╔══

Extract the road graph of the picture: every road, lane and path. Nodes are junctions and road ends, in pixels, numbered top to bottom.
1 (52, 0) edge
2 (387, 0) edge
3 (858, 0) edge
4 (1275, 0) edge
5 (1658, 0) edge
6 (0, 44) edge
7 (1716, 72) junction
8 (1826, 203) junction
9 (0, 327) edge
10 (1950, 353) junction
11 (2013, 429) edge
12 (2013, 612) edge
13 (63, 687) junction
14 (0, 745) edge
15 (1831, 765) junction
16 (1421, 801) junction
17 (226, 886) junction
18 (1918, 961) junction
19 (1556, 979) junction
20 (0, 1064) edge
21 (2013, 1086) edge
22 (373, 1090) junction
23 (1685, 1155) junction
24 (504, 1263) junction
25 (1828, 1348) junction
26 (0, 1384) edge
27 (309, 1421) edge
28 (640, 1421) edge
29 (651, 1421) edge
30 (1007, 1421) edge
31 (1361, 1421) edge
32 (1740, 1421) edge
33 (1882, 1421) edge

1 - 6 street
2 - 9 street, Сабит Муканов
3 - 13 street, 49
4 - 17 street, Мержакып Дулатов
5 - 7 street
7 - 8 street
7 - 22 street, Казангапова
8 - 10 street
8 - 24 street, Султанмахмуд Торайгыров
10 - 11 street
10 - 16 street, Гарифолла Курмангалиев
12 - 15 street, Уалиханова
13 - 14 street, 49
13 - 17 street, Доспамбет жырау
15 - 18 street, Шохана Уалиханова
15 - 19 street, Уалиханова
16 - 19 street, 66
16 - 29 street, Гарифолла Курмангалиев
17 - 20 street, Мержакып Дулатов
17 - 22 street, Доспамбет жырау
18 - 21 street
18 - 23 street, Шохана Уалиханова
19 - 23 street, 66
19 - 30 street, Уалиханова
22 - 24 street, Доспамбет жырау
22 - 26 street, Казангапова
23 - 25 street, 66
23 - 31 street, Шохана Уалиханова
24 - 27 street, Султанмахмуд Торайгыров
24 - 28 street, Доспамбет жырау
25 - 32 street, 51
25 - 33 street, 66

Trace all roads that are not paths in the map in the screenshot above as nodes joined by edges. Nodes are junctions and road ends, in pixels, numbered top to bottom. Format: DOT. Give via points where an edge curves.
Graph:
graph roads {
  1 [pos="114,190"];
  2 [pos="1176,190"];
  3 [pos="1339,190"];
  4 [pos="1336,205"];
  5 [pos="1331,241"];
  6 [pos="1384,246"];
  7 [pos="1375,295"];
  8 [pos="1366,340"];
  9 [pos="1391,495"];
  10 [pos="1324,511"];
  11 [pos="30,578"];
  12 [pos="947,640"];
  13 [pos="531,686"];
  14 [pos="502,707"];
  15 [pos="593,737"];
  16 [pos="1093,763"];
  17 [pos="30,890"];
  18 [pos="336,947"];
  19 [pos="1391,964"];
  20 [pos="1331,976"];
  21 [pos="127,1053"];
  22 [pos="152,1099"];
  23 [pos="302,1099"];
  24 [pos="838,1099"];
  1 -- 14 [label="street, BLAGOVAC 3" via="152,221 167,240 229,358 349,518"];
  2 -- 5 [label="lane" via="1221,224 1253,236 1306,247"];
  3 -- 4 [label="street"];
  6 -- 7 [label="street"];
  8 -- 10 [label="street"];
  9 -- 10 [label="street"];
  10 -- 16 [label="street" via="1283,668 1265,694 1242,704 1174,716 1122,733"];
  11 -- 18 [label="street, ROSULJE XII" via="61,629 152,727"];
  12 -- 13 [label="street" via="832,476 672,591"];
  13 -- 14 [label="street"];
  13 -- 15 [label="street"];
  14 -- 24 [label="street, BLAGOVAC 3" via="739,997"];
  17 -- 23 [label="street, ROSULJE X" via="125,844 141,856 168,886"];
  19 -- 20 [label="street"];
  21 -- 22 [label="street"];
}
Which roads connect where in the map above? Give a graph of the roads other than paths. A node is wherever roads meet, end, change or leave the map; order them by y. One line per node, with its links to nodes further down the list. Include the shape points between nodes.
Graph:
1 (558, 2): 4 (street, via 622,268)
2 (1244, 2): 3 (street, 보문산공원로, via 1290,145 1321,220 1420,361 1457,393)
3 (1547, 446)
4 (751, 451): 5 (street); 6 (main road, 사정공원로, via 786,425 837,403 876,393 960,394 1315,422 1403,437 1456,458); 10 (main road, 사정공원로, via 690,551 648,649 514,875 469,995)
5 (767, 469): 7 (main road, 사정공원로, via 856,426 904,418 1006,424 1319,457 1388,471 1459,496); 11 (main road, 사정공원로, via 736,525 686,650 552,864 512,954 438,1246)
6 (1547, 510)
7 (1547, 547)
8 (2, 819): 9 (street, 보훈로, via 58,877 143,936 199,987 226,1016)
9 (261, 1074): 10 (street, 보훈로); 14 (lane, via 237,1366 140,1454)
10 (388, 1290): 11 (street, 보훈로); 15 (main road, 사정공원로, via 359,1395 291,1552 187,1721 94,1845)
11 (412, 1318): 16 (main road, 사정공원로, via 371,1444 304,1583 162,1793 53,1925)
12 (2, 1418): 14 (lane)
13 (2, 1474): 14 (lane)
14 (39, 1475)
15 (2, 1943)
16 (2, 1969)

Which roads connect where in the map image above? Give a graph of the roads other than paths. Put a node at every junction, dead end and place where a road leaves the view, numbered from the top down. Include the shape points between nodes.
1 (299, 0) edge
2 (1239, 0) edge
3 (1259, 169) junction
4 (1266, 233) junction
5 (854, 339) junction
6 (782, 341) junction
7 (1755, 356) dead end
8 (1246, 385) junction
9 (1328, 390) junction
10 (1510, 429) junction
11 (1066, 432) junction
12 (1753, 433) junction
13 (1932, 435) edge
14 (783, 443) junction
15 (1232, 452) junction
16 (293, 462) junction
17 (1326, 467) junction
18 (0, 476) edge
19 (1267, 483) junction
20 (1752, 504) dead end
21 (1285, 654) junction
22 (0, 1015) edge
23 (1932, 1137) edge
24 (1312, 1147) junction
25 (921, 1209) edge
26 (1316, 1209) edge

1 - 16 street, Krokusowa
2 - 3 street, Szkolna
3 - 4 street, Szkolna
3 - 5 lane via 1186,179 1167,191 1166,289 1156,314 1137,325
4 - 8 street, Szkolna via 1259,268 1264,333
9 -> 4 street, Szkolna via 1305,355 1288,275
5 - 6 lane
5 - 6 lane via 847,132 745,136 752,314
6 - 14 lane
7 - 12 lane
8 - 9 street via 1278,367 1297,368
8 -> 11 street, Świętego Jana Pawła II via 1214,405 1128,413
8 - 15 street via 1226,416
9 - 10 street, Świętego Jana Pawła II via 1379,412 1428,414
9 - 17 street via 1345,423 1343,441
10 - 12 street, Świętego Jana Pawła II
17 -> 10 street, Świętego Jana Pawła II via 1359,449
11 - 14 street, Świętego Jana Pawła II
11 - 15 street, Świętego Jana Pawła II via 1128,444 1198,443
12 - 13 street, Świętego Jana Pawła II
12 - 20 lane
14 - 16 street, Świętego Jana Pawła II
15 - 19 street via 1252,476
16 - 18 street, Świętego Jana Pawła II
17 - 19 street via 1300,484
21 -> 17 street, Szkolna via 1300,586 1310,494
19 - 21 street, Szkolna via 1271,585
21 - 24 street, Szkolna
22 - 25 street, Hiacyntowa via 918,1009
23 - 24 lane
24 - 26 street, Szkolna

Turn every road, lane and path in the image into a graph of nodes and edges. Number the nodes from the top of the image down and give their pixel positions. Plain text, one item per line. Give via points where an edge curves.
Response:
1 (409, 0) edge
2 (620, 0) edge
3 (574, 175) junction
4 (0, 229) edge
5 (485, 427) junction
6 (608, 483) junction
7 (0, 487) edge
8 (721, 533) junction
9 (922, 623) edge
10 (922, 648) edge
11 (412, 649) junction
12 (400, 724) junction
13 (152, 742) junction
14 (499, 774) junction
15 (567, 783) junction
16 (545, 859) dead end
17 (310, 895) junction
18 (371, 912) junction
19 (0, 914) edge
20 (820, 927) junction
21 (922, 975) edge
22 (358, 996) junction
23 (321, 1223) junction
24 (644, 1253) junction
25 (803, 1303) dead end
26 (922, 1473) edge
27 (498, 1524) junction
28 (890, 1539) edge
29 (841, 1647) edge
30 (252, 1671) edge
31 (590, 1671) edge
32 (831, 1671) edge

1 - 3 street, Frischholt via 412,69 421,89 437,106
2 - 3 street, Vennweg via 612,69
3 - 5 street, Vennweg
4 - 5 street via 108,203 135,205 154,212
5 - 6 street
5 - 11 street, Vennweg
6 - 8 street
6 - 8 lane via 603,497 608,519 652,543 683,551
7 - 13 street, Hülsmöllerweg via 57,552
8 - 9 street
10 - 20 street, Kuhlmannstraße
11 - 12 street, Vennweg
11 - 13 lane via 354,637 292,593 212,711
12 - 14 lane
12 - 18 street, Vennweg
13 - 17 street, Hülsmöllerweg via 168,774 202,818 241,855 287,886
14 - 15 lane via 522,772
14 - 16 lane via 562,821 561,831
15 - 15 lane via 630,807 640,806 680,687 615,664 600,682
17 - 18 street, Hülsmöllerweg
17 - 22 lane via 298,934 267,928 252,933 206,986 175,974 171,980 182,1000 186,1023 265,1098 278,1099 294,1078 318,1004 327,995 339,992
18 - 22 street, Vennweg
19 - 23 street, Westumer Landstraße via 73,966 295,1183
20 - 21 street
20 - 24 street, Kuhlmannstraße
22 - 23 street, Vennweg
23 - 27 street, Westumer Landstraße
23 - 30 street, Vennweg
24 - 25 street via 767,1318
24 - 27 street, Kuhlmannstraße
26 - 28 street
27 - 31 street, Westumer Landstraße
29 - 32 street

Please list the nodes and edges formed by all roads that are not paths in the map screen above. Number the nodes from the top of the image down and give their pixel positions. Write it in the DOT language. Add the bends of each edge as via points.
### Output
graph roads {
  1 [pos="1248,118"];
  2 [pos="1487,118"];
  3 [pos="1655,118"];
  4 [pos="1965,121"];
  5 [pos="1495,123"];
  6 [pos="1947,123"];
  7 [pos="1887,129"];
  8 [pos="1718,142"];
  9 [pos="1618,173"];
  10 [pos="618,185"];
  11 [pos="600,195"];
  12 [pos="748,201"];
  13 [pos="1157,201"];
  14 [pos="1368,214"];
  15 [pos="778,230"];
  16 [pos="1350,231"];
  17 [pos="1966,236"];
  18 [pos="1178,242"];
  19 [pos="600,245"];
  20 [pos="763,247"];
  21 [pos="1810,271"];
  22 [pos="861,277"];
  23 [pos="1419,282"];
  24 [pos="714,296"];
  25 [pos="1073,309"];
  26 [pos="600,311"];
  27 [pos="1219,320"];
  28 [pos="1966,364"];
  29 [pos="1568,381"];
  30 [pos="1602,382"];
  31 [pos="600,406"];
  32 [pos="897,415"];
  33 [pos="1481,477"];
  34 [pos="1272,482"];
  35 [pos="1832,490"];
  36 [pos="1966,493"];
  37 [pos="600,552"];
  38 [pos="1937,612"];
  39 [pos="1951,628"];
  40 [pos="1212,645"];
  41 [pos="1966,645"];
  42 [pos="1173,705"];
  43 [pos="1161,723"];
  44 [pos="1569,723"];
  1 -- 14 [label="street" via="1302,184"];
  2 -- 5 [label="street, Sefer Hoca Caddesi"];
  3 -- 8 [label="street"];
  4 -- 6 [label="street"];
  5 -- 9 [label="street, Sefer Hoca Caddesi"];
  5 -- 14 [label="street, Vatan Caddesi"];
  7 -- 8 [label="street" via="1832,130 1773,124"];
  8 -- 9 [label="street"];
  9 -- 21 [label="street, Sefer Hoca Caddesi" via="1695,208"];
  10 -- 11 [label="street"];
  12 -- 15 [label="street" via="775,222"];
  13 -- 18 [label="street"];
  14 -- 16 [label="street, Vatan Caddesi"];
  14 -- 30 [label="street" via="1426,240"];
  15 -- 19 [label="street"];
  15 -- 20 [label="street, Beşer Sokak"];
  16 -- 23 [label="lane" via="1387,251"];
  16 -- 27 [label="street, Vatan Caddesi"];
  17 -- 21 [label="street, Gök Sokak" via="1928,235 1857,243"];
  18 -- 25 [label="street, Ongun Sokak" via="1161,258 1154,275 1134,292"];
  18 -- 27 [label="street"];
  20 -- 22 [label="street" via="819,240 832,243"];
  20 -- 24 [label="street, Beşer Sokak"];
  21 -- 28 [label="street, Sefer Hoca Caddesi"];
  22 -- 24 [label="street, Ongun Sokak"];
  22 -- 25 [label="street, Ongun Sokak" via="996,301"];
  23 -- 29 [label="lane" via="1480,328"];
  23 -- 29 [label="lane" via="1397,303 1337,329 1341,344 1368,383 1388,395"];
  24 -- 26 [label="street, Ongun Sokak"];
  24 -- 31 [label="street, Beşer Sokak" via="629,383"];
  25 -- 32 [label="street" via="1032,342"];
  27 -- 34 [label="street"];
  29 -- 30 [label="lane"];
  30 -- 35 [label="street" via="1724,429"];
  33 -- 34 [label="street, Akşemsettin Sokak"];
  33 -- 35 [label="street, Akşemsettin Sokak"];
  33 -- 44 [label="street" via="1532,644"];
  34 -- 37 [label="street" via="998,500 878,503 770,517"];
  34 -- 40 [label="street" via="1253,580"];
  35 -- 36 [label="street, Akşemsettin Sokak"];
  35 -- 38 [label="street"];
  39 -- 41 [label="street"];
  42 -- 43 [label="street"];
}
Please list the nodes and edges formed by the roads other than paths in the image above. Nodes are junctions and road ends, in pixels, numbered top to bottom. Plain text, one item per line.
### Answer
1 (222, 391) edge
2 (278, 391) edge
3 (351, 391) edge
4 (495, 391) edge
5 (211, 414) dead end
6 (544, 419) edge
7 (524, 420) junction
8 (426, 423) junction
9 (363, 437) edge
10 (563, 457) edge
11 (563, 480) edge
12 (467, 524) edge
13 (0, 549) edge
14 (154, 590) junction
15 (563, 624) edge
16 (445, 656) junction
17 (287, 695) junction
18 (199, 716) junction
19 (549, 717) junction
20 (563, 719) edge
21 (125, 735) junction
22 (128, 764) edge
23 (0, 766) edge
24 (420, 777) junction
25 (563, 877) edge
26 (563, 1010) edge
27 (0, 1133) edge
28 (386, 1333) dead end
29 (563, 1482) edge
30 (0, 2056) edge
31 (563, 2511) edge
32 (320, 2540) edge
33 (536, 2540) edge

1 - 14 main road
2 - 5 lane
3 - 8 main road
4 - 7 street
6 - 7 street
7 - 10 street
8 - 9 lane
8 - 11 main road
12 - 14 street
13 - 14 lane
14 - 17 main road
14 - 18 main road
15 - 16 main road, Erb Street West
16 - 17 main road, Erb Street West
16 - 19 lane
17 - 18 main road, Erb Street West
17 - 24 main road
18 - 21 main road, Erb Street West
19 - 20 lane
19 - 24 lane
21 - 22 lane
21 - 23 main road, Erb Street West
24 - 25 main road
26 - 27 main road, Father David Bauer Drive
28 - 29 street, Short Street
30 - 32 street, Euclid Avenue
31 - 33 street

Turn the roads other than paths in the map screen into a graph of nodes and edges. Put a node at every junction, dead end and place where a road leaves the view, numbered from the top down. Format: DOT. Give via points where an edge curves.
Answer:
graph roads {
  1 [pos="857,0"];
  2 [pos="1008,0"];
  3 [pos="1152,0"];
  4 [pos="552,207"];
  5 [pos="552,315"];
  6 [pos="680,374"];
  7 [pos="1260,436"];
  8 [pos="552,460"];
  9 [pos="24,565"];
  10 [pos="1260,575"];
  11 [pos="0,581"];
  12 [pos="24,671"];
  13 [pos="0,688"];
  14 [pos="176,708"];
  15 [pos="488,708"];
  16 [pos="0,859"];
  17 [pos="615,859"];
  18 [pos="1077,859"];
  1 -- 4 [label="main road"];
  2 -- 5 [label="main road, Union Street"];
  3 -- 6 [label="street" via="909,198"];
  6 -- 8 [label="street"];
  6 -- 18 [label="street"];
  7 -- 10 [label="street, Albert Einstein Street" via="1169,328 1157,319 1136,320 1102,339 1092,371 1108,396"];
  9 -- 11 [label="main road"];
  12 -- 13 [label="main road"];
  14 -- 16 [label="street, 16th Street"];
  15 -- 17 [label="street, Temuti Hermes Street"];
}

╚══

WHAT THE TASK ASKS:
Reproduce every line from the listing above that holds the word "Hülsmöllerweg".

RESPONSE BOX:
7 - 13 street, Hülsmöllerweg via 57,552
13 - 17 street, Hülsmöllerweg via 168,774 202,818 241,855 287,886
17 - 18 street, Hülsmöllerweg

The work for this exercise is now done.